While the governing Liberals could take the other side, that all religions should no longer receive public funds, they have decided to take a far-from-clear stand favouring an existing unfair policy. At first arguing that funding religious education erodes social cohesion -- an argument that holds no logic when our own socially integrated Premier is a graduate of a Catholic public-funded system-- they have regressed to an argument that the province can ill afford funding 50,000 students currently in the religious private schools.
He makes the point that if these students weren't in private schools, the public system would have to fund them, so what's the difference?
...existing public-school education costs are partly covered by property taxes paid by families with children in private school. The defence that the government is unable to cover the cost of general studies education for more than 50,000 students (religious education costs would still be left as a cost to the parents)--but can help more than 650,000 Catholic students -- makes no sense, since these students would have to be funded anyway if families chose to put them into public schools. Would the province reject their enrolment? Surely not.

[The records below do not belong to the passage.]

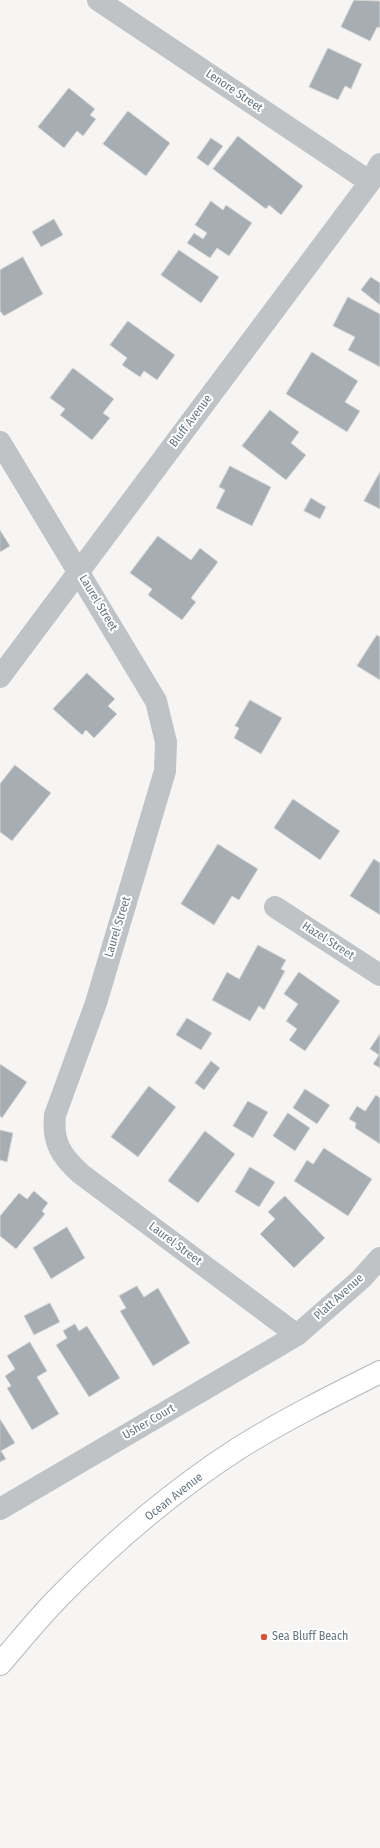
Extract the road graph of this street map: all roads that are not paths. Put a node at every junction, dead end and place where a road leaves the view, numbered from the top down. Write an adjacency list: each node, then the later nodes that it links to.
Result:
1 (98, 0): 2 (street, Lenore Street)
2 (375, 173): 4 (street, Bluff Avenue)
3 (0, 442): 4 (street, Laurel Street)
4 (79, 572): 5 (street, Bluff Avenue); 9 (street, Laurel Street)
5 (0, 677)
6 (275, 907): 7 (street, Hazel Street)
7 (380, 975)
8 (380, 1258): 9 (street, Platt Avenue)
9 (297, 1335): 11 (street, Usher Court)
10 (380, 1372): 12 (main road, Ocean Avenue)
11 (0, 1509)
12 (0, 1664)

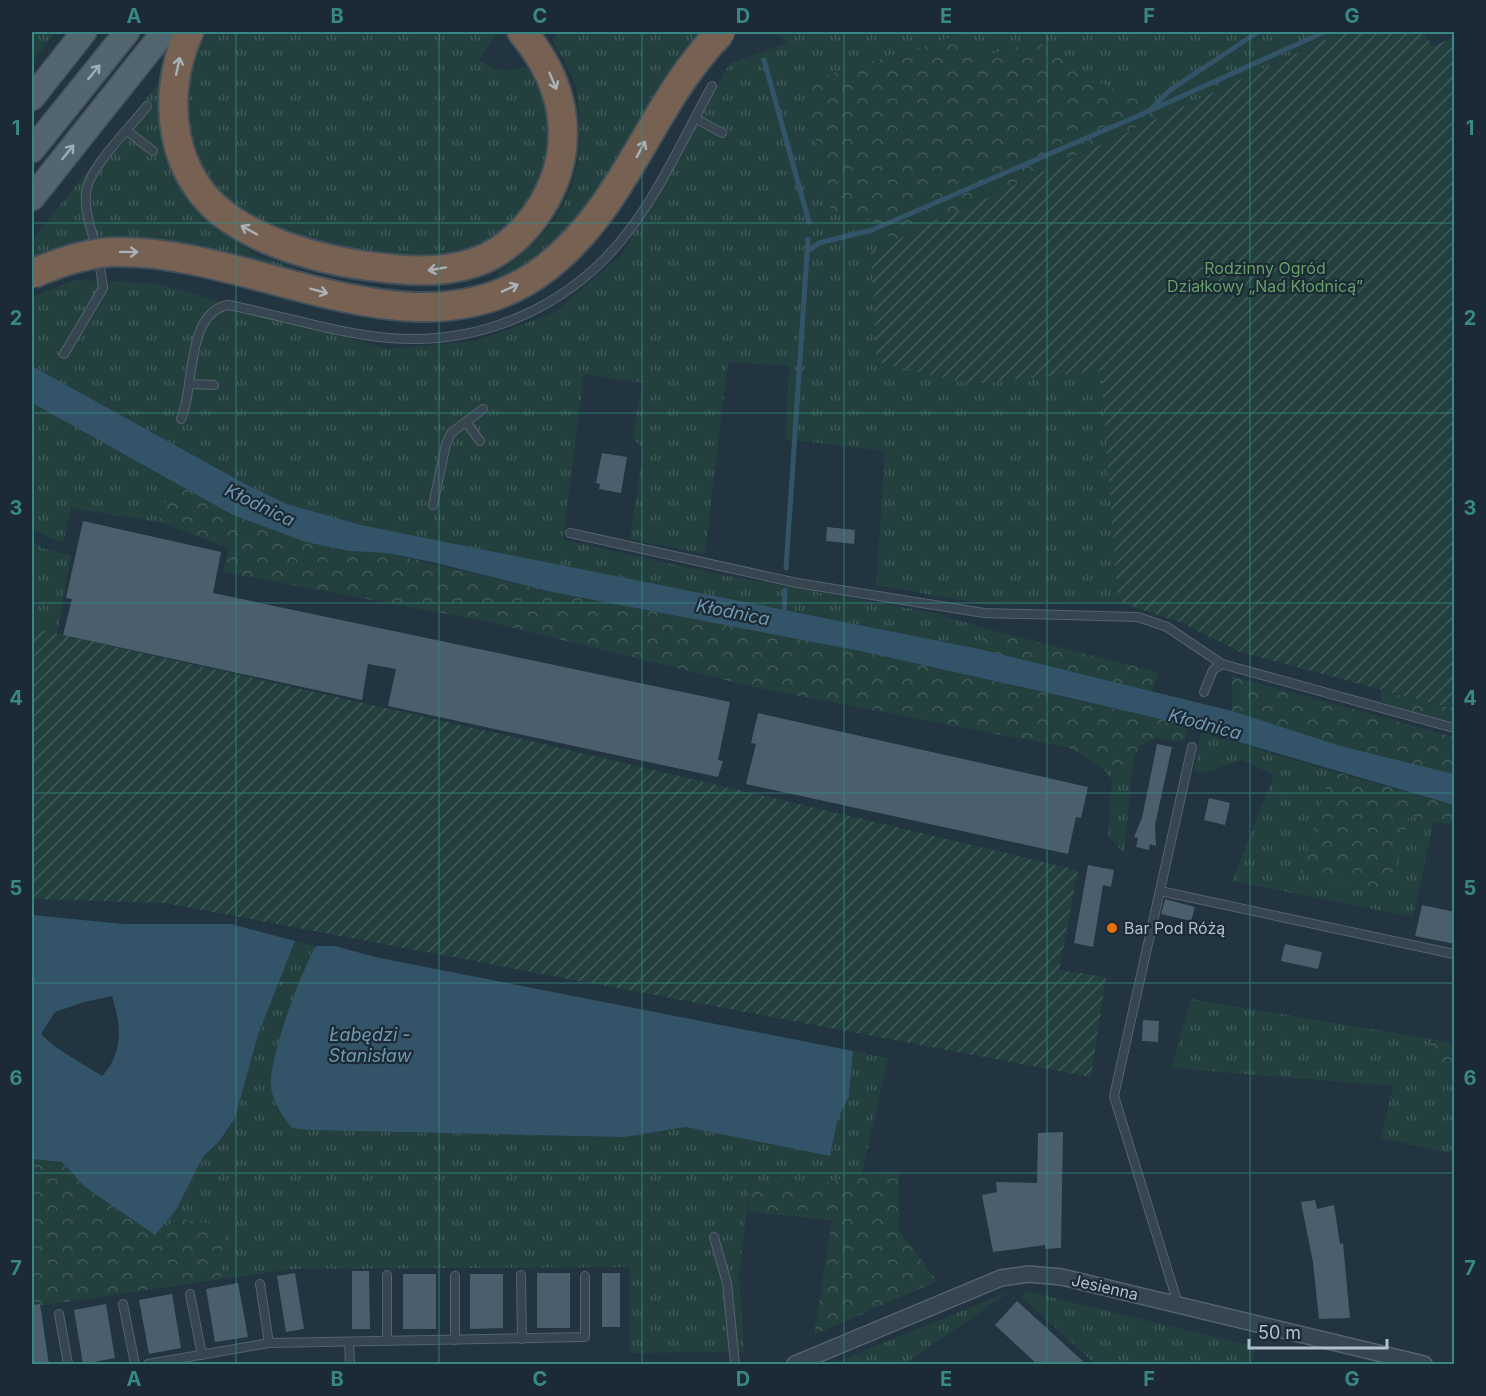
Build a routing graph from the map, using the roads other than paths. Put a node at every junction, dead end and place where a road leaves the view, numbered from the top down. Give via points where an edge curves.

There are a few important items there. He's saying that the cost of the religious education would still be picked up by parents, but that the parents are already contributing to public education through their taxes.
To receive funding, schools will need to satisfy Ontario curriculum requirements (most do already) and be accountable for provincial guidelines. Parents who currently send their children to private religious schools will feel more part of society if they are treated fairly and receive funding like the Catholics.And this ties in perfectly with a piece in the Globe today - I was a second-class student in Ontario.
Mintz takes a shot at Mike Harris too for centralizing public education decision-making and explains how Alberta is moving away from that model with great success.
If you get time, it's worth the read.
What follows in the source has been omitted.